Task prompt
Return copies of the lines below that mention "above".

Stored data
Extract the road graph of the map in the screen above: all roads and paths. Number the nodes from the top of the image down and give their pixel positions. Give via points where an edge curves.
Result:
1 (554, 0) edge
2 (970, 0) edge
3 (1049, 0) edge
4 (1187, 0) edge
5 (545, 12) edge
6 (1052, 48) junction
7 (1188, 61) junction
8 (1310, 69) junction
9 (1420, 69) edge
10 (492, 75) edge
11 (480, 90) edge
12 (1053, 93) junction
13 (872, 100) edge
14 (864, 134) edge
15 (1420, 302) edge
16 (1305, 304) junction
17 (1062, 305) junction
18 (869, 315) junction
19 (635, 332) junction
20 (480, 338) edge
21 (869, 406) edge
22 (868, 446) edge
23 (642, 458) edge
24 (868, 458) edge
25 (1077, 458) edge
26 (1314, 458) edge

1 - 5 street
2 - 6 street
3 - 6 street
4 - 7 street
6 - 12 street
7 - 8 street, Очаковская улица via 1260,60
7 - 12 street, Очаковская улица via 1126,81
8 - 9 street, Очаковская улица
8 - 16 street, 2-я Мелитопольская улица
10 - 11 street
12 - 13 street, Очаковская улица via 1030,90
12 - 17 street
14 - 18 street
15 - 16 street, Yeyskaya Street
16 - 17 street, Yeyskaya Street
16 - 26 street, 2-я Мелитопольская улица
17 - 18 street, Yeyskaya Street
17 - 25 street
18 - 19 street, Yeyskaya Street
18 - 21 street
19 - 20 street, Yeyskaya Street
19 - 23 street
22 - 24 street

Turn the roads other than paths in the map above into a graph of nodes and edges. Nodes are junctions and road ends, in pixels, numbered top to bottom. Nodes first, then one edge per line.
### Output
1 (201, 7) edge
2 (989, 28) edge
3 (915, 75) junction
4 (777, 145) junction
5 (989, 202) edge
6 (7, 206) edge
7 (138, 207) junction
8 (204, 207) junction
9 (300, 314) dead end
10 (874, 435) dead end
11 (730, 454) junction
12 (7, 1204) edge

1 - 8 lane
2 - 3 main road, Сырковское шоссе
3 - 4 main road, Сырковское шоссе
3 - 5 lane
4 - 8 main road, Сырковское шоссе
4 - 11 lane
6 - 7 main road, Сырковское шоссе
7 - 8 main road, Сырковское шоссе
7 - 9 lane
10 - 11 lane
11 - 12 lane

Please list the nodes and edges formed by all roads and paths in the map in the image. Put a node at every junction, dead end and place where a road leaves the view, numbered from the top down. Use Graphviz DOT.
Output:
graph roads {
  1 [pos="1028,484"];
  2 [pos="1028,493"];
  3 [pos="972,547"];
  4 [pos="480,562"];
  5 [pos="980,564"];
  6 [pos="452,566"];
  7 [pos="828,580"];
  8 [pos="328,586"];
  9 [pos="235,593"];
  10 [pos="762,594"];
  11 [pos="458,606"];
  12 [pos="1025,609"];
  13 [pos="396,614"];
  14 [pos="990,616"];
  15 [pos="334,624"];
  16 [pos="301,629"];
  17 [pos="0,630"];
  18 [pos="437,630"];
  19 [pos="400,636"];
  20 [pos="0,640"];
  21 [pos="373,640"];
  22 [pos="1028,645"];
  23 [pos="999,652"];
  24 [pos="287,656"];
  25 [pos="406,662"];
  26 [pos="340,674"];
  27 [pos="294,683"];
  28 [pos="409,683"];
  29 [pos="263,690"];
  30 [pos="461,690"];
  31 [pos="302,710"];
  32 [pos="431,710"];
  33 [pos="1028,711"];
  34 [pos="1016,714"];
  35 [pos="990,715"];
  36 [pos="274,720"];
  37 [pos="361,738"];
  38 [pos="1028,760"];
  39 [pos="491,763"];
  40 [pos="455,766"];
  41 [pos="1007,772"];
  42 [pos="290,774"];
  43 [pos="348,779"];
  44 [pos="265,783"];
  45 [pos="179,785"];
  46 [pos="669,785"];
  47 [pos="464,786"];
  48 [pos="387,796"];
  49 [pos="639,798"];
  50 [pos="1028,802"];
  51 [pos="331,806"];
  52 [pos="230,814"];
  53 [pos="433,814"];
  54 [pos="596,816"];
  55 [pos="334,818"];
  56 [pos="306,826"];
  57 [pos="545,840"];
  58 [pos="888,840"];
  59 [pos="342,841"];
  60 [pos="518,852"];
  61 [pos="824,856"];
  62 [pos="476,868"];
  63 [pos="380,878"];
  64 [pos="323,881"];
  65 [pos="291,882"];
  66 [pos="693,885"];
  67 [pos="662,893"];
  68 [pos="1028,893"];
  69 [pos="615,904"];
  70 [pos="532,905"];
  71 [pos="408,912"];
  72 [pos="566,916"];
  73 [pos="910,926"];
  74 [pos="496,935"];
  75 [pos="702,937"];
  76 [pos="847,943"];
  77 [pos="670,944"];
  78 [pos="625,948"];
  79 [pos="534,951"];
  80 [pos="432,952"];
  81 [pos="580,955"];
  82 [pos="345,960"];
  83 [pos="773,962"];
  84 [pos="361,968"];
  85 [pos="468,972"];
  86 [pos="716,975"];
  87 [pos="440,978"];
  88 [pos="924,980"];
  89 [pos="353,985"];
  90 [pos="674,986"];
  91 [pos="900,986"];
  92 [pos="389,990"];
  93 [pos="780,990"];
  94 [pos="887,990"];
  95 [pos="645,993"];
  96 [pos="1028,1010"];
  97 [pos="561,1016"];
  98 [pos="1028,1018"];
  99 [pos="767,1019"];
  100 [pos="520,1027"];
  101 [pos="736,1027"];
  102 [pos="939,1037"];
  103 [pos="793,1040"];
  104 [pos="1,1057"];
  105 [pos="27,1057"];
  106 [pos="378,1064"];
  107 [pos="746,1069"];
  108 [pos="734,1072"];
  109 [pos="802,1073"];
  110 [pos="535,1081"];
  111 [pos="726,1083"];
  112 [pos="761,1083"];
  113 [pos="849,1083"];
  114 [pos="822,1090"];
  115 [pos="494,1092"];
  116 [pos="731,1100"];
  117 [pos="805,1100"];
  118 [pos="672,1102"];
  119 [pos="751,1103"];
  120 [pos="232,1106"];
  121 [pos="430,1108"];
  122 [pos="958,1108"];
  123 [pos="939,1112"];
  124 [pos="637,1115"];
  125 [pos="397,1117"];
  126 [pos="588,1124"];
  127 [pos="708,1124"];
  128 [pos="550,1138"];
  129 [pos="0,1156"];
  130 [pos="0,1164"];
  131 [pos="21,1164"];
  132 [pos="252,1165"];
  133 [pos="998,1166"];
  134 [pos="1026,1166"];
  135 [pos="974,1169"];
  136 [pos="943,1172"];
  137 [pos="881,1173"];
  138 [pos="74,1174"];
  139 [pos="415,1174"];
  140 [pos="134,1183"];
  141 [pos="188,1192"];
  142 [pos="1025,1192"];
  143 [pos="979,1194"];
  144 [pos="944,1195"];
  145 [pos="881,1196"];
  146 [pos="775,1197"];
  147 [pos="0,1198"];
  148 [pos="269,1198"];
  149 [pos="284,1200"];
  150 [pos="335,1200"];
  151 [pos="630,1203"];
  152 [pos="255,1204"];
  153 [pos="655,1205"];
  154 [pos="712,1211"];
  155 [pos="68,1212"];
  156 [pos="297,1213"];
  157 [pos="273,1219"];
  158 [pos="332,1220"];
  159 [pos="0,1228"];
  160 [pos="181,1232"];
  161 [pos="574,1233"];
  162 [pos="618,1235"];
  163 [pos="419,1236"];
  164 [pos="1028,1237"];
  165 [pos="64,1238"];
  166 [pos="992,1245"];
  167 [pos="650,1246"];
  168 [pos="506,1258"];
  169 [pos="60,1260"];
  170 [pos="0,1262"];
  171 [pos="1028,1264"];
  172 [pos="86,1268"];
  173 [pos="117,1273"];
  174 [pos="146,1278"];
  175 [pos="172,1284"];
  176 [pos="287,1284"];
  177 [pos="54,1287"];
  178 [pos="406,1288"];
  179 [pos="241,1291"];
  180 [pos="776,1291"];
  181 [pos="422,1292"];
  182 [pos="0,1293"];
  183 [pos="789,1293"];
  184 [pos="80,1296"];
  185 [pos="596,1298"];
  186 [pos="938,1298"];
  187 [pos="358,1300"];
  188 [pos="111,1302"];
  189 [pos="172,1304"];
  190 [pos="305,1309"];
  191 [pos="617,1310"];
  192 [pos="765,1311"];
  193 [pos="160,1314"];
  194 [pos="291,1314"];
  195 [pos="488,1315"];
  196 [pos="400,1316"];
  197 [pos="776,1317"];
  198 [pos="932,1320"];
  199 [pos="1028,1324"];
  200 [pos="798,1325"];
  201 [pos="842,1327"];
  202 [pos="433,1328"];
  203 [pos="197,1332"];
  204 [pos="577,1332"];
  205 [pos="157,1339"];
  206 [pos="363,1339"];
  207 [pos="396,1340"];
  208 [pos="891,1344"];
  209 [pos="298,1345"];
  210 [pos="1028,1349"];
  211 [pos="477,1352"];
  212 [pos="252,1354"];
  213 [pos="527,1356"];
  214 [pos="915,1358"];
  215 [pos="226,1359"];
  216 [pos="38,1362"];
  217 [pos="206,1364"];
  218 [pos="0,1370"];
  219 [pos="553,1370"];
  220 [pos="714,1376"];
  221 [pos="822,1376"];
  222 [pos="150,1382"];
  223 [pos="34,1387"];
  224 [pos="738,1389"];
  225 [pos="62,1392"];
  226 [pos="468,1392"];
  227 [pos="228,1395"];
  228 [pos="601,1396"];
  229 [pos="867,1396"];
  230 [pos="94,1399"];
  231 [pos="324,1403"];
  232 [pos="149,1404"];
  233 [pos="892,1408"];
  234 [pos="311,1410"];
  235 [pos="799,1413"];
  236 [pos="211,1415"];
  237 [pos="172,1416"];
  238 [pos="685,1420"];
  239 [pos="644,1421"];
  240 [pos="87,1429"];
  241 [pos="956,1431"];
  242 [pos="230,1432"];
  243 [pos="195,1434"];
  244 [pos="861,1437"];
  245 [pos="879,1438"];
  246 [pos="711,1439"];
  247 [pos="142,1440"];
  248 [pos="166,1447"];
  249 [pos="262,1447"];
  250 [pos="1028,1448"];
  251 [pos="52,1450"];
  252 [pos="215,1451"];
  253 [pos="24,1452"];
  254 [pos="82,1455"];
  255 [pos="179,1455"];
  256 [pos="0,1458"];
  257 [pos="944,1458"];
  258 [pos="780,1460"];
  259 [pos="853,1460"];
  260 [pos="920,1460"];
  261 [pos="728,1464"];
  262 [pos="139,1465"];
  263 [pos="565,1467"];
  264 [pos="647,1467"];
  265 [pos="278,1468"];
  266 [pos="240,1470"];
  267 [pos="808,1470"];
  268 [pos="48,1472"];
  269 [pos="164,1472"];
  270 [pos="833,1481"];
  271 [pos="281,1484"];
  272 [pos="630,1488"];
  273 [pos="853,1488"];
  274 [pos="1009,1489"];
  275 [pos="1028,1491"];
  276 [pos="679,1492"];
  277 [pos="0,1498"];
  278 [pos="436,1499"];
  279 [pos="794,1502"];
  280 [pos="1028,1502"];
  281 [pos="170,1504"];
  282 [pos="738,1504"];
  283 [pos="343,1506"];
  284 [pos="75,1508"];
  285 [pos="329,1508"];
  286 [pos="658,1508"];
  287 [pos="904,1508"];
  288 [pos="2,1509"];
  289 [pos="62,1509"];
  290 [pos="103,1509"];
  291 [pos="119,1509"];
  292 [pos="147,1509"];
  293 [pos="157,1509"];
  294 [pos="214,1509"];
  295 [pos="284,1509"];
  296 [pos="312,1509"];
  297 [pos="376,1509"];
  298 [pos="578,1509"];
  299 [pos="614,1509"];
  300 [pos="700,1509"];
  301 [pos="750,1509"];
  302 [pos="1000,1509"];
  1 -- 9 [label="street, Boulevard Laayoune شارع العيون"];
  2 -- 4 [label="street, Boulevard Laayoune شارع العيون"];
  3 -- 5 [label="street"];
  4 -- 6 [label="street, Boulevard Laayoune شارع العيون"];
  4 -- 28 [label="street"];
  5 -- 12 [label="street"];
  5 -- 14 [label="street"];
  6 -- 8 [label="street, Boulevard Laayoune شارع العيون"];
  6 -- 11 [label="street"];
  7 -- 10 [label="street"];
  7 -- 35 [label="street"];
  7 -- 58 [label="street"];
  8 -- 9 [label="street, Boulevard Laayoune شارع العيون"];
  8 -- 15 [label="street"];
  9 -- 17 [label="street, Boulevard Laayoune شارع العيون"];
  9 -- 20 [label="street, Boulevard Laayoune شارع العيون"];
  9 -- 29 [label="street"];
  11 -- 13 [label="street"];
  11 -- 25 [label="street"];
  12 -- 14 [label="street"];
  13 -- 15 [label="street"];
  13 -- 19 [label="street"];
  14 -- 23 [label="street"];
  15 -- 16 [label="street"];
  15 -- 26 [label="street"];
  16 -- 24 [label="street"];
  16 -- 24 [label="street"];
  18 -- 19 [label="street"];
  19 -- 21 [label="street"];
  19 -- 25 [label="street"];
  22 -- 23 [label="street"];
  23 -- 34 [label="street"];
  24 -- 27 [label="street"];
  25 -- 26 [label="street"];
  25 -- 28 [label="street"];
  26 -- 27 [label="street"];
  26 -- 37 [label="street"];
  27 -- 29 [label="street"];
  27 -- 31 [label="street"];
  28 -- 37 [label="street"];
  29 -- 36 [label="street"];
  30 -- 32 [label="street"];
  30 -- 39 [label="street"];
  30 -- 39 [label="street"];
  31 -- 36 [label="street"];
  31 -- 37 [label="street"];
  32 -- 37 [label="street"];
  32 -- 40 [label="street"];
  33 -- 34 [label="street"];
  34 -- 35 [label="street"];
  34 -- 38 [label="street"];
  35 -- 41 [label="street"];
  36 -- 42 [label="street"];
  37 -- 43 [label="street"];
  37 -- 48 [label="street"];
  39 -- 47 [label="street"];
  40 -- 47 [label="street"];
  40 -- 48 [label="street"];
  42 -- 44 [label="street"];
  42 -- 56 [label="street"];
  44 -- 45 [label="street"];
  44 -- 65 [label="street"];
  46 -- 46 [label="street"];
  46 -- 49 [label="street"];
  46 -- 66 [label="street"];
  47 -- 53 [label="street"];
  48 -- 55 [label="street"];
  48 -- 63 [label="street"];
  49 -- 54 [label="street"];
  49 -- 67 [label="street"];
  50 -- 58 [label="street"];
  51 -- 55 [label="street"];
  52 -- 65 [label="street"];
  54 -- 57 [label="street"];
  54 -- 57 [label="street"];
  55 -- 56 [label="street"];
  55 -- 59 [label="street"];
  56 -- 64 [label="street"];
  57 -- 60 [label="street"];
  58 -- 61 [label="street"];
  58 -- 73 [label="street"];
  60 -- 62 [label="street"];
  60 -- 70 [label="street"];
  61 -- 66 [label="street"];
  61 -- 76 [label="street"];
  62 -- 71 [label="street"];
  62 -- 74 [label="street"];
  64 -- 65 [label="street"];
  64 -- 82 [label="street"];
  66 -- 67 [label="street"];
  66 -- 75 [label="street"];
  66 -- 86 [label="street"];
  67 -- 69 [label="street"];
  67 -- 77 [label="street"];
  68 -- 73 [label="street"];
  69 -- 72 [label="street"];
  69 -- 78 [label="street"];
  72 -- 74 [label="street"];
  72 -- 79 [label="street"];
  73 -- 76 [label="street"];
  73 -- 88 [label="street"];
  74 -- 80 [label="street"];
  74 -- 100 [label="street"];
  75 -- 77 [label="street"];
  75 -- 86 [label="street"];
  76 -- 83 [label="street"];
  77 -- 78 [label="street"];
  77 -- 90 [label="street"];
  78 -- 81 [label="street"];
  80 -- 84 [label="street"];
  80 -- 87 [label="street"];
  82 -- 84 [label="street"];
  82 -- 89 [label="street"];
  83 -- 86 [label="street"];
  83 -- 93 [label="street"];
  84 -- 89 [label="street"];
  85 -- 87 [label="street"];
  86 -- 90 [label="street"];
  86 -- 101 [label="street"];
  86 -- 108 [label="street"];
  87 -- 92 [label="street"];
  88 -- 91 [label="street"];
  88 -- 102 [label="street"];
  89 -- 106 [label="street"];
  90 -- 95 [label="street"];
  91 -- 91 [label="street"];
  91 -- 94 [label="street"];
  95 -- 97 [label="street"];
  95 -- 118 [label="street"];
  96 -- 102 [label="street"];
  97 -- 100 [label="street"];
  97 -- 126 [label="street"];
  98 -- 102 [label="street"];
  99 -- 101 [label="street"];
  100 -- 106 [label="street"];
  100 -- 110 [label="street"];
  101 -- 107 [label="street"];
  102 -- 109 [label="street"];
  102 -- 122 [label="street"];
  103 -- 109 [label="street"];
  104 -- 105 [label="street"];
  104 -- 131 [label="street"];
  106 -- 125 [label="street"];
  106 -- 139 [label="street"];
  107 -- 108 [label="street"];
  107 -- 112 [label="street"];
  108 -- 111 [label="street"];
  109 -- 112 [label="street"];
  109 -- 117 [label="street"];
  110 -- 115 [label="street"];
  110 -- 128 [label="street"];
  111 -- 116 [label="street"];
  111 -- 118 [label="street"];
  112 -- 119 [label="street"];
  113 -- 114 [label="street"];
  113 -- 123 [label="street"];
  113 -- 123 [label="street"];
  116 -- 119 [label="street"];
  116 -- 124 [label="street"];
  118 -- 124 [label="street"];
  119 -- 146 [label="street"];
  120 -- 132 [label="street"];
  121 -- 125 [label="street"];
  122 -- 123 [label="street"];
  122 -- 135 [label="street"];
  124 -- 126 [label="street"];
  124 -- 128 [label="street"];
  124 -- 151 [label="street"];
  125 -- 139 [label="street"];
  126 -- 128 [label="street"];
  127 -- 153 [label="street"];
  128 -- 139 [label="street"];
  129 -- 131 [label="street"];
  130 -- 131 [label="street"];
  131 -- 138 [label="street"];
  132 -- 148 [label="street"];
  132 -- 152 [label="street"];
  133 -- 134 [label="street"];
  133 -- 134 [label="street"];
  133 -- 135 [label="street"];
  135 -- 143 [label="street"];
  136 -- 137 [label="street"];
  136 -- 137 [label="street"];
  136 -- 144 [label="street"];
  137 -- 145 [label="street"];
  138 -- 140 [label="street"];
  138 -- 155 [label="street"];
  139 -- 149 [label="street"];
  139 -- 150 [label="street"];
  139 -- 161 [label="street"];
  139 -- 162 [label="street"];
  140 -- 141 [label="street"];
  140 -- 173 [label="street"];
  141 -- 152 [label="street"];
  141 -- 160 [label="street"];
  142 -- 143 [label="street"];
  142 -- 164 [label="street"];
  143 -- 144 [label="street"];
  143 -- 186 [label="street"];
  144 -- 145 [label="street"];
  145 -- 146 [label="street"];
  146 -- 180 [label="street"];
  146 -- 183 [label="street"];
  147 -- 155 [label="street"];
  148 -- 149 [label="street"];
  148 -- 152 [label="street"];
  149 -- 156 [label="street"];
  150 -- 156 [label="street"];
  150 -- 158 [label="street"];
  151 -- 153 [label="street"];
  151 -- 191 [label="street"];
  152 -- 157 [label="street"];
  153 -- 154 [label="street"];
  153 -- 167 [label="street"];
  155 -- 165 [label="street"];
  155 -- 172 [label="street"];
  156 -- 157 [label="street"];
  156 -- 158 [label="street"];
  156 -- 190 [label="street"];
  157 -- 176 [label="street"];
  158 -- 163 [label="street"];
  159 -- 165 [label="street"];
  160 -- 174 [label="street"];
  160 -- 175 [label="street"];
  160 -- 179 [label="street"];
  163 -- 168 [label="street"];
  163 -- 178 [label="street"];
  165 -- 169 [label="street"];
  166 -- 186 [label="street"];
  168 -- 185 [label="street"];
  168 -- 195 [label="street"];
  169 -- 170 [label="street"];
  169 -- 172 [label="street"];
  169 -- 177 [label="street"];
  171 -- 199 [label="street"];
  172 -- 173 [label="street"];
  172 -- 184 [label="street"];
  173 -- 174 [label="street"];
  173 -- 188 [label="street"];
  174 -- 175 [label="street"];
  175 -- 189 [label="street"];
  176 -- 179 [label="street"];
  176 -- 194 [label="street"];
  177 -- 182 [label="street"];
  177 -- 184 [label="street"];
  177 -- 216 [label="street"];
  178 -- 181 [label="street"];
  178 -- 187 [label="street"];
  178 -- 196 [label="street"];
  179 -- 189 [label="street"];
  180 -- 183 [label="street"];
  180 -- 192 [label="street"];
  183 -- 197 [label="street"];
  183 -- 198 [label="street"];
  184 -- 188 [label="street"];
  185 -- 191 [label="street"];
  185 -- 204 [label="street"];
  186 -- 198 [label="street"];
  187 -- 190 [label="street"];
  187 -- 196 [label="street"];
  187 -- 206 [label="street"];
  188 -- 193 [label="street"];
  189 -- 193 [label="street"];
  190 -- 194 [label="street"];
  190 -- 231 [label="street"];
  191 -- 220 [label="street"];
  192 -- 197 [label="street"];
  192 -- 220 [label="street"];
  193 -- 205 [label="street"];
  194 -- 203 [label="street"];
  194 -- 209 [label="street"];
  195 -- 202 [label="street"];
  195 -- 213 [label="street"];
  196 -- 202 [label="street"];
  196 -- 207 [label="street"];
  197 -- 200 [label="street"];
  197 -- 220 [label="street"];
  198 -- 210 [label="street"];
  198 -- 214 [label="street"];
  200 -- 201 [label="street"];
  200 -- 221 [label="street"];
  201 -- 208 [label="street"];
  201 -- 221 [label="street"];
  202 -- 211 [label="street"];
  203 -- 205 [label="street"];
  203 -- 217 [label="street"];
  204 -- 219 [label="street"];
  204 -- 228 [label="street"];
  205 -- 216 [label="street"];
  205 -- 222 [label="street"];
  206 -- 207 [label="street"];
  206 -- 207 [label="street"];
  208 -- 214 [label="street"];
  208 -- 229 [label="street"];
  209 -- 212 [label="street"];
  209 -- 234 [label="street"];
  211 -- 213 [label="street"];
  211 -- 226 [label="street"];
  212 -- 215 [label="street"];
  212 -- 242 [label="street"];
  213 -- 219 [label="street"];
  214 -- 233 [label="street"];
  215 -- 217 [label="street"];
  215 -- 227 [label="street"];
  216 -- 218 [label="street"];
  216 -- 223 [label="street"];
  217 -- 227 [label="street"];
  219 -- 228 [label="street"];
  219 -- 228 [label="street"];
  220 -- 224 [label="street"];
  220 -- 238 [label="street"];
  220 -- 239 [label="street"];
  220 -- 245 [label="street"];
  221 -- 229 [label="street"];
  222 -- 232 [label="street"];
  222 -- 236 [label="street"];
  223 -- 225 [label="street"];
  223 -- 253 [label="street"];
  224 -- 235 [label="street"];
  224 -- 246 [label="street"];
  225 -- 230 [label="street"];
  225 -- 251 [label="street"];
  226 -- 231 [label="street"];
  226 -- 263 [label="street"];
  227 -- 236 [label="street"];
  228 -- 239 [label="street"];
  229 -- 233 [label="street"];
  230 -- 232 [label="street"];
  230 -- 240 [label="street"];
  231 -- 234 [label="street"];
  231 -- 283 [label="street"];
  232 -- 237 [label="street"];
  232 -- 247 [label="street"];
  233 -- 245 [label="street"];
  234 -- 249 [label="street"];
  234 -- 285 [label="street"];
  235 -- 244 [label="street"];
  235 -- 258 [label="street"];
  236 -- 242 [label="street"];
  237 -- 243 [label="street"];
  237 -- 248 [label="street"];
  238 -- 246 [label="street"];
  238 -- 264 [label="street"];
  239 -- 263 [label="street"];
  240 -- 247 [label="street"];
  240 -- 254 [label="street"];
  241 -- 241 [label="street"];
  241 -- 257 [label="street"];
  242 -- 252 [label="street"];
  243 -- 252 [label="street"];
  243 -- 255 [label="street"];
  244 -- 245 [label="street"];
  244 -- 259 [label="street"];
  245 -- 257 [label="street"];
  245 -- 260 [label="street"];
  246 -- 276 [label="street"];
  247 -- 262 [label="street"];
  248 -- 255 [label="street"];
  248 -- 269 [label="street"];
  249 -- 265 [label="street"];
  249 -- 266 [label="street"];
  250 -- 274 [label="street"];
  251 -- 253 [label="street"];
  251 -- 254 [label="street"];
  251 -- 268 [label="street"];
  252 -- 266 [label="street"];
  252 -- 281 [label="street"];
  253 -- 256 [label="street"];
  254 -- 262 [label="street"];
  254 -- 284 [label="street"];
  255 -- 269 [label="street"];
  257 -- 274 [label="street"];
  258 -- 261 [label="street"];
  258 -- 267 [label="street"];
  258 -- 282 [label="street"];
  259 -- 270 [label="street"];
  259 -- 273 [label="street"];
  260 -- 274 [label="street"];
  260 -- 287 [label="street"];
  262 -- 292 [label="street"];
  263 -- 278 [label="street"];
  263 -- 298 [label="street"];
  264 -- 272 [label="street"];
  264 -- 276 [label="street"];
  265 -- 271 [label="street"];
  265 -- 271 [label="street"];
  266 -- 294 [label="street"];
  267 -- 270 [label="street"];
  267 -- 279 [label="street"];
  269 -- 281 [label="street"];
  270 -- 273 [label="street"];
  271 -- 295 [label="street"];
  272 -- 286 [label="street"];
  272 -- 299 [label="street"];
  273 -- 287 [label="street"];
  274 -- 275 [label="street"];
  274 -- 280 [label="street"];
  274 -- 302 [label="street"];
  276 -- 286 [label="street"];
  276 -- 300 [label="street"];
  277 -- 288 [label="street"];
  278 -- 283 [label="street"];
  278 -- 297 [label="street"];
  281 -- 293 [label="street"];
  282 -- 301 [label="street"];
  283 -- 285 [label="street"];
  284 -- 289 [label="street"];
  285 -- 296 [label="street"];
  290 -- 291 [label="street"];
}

Result below
Extract the road graph of the map in the screen above: all roads and paths. Number the nodes from the top of the image down and give their pixel positions. Give via points where an edge curves.
Turn the roads other than paths in the map above into a graph of nodes and edges. Nodes are junctions and road ends, in pixels, numbered top to bottom. Nodes first, then one edge per line.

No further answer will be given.